[Task goal] Please report each line in the material below that includes "ถนนประเสร".

-- The data follows --

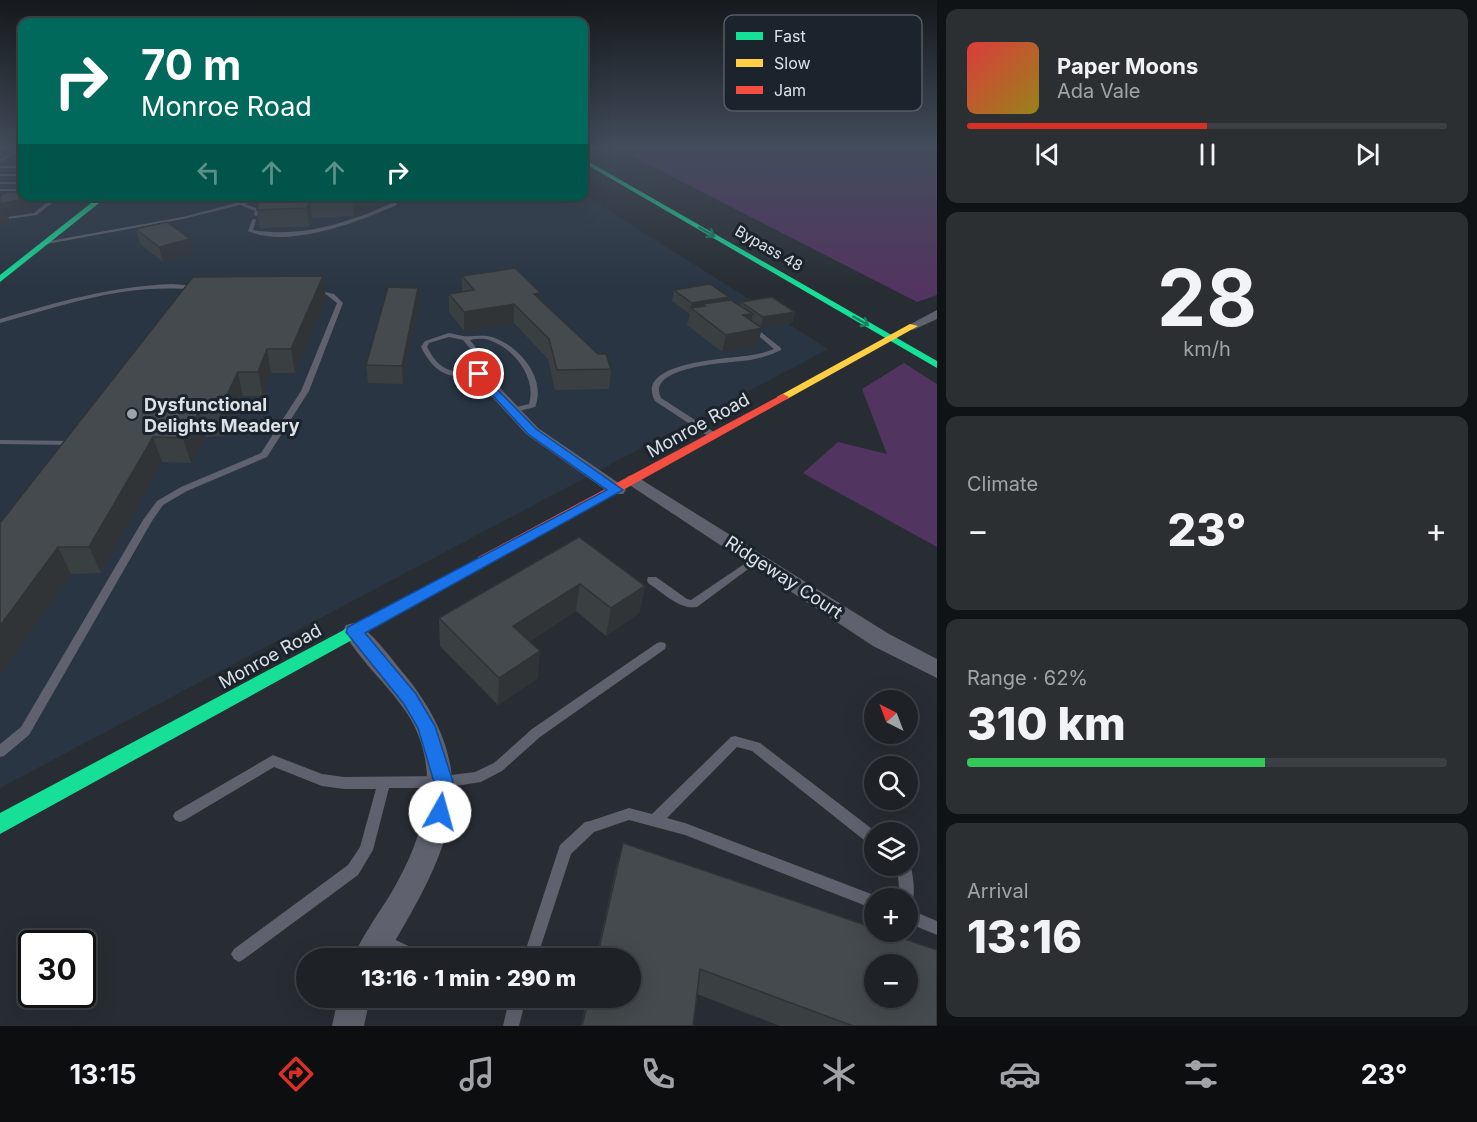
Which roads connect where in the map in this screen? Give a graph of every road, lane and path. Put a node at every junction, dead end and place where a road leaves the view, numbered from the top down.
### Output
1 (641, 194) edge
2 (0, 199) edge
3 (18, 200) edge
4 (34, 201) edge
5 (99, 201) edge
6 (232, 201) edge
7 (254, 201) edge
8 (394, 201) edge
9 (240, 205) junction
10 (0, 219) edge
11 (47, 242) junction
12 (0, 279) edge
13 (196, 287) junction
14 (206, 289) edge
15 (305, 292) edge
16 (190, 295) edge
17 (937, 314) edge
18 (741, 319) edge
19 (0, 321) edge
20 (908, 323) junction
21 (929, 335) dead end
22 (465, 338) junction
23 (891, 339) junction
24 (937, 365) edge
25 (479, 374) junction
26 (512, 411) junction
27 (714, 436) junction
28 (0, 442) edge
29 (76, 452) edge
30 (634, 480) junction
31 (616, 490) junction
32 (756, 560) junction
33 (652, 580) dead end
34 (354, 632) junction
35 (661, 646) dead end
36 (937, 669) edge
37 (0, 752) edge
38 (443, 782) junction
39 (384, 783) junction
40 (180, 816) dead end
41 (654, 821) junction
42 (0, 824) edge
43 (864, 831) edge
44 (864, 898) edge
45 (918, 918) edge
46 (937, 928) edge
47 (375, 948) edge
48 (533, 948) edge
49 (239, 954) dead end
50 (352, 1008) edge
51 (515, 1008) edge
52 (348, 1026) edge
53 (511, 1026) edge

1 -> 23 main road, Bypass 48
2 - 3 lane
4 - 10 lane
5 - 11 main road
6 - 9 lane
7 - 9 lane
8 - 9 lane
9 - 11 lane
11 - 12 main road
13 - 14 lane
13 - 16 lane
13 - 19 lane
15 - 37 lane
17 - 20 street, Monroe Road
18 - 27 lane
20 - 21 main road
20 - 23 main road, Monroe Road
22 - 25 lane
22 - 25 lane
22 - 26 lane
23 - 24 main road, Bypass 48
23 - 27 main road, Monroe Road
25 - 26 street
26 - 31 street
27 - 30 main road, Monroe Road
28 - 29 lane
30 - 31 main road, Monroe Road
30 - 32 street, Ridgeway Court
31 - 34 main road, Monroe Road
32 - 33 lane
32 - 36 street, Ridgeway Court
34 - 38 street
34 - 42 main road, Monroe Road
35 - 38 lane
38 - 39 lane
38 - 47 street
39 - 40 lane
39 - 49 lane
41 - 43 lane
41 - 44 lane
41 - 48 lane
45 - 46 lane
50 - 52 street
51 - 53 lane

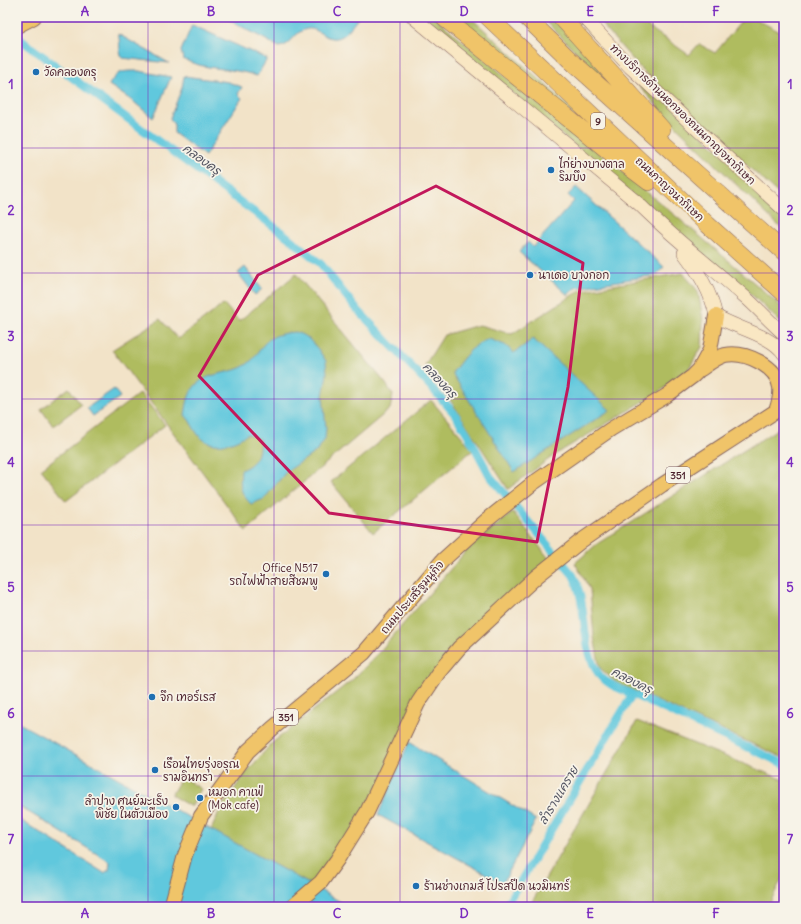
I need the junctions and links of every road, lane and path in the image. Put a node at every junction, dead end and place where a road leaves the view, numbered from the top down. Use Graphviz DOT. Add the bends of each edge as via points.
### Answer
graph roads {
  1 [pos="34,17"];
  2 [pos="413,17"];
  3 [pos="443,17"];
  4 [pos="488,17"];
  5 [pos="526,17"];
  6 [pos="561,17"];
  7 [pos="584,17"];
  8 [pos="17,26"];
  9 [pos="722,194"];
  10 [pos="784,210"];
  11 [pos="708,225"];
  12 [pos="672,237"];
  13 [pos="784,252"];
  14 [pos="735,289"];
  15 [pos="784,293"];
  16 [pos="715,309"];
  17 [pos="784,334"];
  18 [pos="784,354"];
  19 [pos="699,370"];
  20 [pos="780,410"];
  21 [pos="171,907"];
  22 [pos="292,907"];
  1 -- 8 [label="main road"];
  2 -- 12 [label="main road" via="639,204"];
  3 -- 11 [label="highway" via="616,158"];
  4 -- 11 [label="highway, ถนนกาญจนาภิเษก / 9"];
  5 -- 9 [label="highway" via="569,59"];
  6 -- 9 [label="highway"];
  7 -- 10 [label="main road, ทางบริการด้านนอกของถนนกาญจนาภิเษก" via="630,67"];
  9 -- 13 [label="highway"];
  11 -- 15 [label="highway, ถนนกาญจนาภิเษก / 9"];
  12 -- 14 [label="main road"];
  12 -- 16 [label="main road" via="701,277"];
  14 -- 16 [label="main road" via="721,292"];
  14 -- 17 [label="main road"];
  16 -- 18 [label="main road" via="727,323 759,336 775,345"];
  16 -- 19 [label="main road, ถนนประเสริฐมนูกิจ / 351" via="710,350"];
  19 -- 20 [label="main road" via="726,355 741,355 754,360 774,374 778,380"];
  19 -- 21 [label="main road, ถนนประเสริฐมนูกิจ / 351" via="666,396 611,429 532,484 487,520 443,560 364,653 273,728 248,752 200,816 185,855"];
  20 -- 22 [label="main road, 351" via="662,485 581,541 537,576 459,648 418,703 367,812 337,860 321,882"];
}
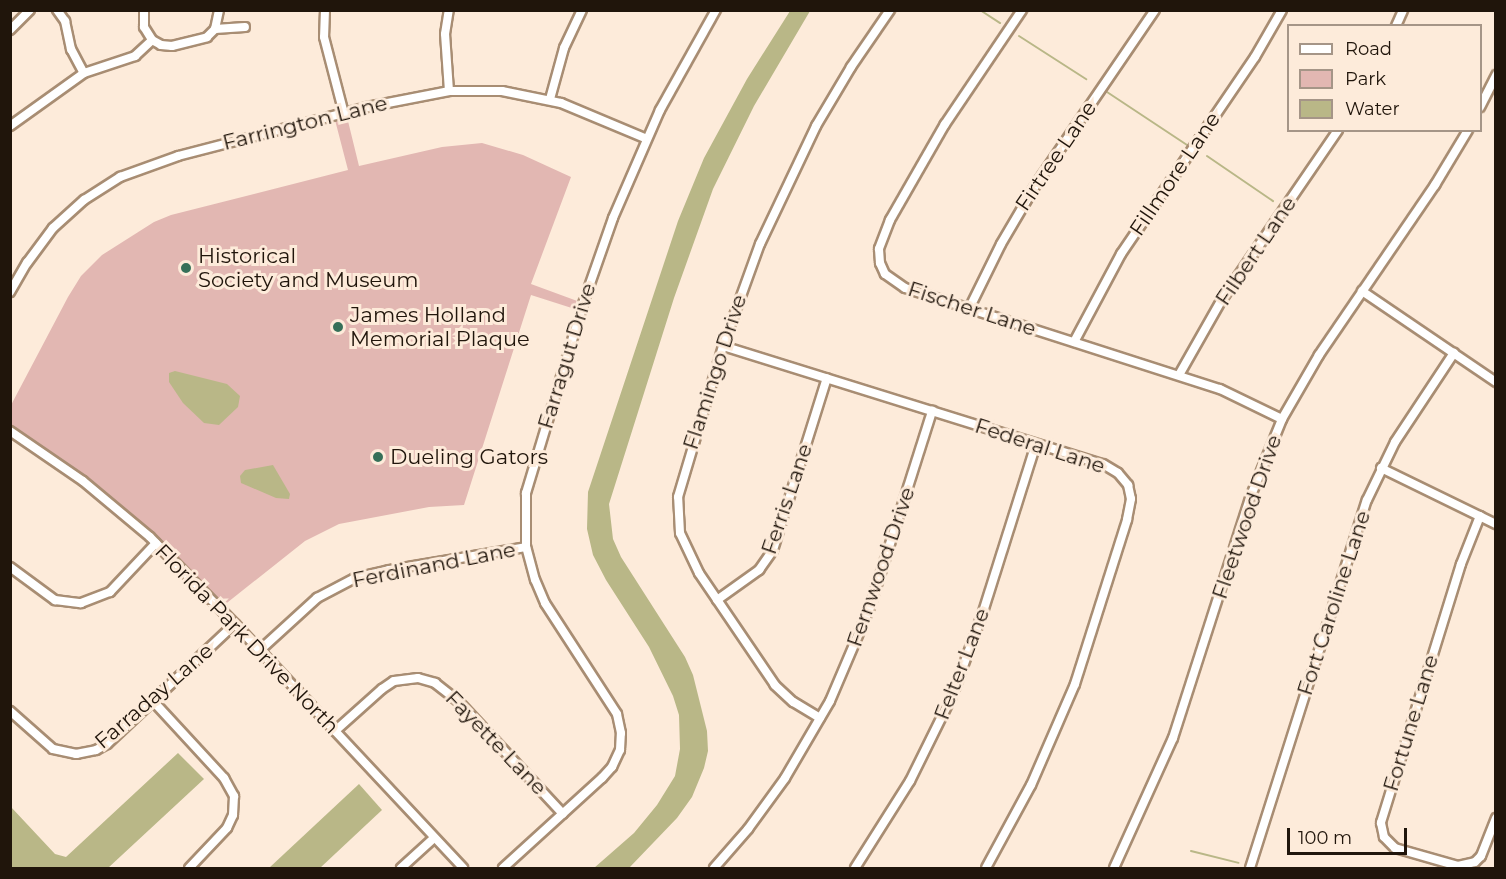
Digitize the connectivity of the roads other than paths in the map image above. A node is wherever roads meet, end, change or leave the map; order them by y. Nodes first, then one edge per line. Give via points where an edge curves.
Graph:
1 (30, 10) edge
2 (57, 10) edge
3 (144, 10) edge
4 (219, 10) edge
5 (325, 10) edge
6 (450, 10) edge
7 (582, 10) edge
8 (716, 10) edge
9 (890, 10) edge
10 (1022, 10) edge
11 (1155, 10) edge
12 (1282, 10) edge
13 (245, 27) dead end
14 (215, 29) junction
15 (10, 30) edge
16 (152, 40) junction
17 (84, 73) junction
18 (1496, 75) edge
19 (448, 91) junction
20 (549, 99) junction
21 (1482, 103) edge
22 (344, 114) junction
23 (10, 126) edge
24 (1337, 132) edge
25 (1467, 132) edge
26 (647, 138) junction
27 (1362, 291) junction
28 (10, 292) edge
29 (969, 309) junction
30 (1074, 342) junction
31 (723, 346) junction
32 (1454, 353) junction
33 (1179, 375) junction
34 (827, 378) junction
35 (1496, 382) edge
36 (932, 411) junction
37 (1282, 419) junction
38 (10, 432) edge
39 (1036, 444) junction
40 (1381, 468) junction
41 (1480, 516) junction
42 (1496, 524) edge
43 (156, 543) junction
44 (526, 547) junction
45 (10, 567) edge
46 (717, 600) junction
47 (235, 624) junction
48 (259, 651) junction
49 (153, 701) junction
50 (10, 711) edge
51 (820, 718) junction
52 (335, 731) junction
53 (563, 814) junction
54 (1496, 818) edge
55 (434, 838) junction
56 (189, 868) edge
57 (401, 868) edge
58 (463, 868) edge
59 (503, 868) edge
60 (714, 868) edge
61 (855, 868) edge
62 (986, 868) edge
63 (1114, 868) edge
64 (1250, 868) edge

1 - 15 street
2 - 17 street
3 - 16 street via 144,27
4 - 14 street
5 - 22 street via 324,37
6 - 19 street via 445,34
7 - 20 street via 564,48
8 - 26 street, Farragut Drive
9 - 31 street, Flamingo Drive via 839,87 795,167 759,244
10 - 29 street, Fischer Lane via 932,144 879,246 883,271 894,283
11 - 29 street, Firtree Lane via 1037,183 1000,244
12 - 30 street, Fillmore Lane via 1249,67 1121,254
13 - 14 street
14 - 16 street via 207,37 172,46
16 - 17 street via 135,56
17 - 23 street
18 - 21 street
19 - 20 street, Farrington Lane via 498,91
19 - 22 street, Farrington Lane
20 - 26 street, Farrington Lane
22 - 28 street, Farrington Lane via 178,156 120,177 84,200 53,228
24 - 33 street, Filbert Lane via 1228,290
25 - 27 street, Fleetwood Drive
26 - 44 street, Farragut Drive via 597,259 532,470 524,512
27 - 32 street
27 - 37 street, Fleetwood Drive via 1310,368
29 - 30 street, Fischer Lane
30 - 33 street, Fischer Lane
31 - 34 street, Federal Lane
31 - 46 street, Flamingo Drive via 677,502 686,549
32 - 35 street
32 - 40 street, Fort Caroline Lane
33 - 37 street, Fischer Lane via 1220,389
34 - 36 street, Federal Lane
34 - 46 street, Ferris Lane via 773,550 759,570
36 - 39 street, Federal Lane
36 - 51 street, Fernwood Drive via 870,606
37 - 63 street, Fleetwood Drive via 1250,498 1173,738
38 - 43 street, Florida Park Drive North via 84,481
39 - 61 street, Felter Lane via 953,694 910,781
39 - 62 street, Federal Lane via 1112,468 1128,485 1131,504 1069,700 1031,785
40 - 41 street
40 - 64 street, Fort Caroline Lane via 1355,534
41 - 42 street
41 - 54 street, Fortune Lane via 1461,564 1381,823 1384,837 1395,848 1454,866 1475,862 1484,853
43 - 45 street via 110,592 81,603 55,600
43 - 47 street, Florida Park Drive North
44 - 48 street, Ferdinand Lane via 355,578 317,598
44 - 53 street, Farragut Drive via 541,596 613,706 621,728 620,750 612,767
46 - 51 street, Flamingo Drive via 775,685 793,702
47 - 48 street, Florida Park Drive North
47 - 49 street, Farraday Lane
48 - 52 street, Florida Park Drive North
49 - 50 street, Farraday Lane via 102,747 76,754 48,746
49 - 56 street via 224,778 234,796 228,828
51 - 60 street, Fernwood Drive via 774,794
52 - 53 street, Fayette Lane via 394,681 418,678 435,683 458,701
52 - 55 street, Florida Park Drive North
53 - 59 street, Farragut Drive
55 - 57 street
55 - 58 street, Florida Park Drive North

-- The data concluded --

[Answer for this exercise]
  16 -- 19 [label="main road, ถนนประเสริฐมนูกิจ / 351" via="710,350"];
  19 -- 21 [label="main road, ถนนประเสริฐมนูกิจ / 351" via="666,396 611,429 532,484 487,520 443,560 364,653 273,728 248,752 200,816 185,855"];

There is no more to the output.